BEGIN Given data
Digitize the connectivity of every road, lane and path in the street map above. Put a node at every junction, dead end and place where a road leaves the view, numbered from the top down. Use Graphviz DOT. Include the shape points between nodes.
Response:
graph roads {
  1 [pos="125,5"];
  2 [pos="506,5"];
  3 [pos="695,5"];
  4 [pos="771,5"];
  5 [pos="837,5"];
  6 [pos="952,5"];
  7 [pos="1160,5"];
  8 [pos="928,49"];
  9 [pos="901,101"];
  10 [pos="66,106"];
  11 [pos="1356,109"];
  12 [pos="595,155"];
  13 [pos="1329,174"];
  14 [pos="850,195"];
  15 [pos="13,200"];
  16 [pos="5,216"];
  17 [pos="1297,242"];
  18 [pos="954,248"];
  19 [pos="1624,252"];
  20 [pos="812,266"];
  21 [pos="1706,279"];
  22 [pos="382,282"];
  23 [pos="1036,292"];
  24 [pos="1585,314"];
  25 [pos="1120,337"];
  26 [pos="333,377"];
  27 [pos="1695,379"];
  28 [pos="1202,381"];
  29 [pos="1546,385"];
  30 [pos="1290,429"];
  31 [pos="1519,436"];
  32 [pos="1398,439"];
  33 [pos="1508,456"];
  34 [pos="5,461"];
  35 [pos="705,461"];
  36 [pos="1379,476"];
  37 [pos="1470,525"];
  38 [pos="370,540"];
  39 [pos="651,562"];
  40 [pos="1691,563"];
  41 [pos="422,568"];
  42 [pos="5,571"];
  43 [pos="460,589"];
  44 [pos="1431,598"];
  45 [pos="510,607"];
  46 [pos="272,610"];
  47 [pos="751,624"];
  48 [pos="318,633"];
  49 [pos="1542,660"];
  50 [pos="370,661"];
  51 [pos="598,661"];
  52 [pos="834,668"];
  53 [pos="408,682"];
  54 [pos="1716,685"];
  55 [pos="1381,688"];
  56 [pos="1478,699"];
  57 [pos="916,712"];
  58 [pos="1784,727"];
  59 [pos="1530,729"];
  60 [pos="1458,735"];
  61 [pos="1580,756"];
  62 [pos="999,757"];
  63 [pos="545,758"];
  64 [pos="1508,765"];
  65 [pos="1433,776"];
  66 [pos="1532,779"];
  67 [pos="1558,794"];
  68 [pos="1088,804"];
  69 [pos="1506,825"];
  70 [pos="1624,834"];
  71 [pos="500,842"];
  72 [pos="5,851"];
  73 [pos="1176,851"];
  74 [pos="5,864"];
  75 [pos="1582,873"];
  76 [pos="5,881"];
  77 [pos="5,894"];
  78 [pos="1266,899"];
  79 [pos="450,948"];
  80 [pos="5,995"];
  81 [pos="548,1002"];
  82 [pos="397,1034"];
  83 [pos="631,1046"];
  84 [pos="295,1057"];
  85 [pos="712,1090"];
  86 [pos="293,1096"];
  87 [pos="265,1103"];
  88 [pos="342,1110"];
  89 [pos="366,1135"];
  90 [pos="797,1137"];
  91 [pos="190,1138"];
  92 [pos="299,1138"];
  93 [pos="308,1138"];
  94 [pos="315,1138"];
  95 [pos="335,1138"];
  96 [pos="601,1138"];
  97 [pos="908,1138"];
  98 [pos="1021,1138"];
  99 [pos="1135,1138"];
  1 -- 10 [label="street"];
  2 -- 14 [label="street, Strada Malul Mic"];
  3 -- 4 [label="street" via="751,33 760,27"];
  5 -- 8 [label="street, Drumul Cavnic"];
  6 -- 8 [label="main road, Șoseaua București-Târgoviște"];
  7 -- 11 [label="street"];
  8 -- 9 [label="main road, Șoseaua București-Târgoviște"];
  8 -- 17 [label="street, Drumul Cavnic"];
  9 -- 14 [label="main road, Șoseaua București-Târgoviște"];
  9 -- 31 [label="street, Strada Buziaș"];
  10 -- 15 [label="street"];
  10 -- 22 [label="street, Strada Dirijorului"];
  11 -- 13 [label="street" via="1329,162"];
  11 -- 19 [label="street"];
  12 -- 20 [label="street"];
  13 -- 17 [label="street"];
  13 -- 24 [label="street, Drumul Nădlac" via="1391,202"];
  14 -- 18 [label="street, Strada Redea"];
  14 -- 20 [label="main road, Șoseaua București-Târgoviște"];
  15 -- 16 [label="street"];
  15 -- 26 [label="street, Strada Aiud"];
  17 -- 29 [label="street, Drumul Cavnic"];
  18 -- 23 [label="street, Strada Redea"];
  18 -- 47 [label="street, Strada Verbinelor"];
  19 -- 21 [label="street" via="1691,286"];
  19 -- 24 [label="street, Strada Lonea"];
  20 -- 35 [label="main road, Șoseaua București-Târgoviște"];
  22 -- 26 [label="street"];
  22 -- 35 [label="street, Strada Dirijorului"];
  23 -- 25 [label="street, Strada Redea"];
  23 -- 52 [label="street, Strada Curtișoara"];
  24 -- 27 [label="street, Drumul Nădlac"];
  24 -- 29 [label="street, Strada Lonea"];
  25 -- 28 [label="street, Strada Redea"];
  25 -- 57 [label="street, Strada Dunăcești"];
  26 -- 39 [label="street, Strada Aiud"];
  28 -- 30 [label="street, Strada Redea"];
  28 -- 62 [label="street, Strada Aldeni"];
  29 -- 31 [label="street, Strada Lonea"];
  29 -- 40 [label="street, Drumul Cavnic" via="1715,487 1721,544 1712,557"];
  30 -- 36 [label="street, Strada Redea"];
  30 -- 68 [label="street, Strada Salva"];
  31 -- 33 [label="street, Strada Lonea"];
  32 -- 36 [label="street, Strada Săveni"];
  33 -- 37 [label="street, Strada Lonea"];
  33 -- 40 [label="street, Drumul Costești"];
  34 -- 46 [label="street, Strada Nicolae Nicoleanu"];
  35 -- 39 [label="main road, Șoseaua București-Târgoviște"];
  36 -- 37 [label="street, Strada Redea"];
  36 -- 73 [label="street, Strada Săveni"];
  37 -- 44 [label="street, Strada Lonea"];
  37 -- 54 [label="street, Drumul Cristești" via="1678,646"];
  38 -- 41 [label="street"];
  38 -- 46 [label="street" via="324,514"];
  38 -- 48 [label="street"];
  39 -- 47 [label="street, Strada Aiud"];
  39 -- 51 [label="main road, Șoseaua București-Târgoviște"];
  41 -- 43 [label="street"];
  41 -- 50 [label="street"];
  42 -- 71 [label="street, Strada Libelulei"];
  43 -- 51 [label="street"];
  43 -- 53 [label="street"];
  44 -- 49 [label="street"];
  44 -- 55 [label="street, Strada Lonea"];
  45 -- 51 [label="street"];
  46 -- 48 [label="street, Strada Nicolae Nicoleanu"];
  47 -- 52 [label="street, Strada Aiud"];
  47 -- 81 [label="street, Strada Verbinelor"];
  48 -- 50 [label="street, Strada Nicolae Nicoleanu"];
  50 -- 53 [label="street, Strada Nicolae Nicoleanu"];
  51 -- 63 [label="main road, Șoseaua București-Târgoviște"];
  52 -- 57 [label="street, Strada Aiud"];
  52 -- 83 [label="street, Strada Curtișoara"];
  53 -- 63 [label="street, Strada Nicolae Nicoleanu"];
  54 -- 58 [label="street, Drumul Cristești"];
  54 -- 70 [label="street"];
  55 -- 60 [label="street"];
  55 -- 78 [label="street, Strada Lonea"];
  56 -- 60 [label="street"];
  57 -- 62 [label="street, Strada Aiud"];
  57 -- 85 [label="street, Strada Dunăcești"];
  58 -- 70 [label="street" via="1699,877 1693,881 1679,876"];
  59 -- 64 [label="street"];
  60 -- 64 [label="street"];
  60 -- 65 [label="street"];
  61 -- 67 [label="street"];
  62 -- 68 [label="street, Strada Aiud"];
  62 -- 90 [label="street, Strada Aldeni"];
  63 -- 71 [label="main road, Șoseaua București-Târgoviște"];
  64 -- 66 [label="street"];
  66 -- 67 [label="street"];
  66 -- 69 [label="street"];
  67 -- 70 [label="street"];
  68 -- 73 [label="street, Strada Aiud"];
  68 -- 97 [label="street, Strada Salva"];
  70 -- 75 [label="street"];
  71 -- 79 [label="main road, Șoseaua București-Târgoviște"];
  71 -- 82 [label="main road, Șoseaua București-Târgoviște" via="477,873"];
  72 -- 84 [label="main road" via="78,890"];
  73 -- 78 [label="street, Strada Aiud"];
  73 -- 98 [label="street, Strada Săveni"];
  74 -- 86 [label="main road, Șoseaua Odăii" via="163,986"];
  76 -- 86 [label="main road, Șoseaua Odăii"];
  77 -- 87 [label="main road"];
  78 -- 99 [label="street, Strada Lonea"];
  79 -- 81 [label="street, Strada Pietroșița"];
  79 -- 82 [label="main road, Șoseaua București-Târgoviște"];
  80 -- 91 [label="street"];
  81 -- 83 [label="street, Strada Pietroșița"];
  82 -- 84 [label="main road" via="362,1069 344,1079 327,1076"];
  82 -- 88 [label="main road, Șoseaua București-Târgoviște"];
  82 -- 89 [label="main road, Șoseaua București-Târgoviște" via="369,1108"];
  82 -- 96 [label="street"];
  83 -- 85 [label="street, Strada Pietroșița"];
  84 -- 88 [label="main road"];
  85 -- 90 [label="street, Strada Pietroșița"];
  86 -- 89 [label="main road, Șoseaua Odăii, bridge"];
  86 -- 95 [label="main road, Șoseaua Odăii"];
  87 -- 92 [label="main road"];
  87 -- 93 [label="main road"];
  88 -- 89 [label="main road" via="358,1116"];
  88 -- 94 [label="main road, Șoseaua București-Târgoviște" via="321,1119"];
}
END Given data
◆ The problem
Check each line in the listing above for the string "Dunăcești", then report how many lines contain it, with no other text.

◆ Result of this task
2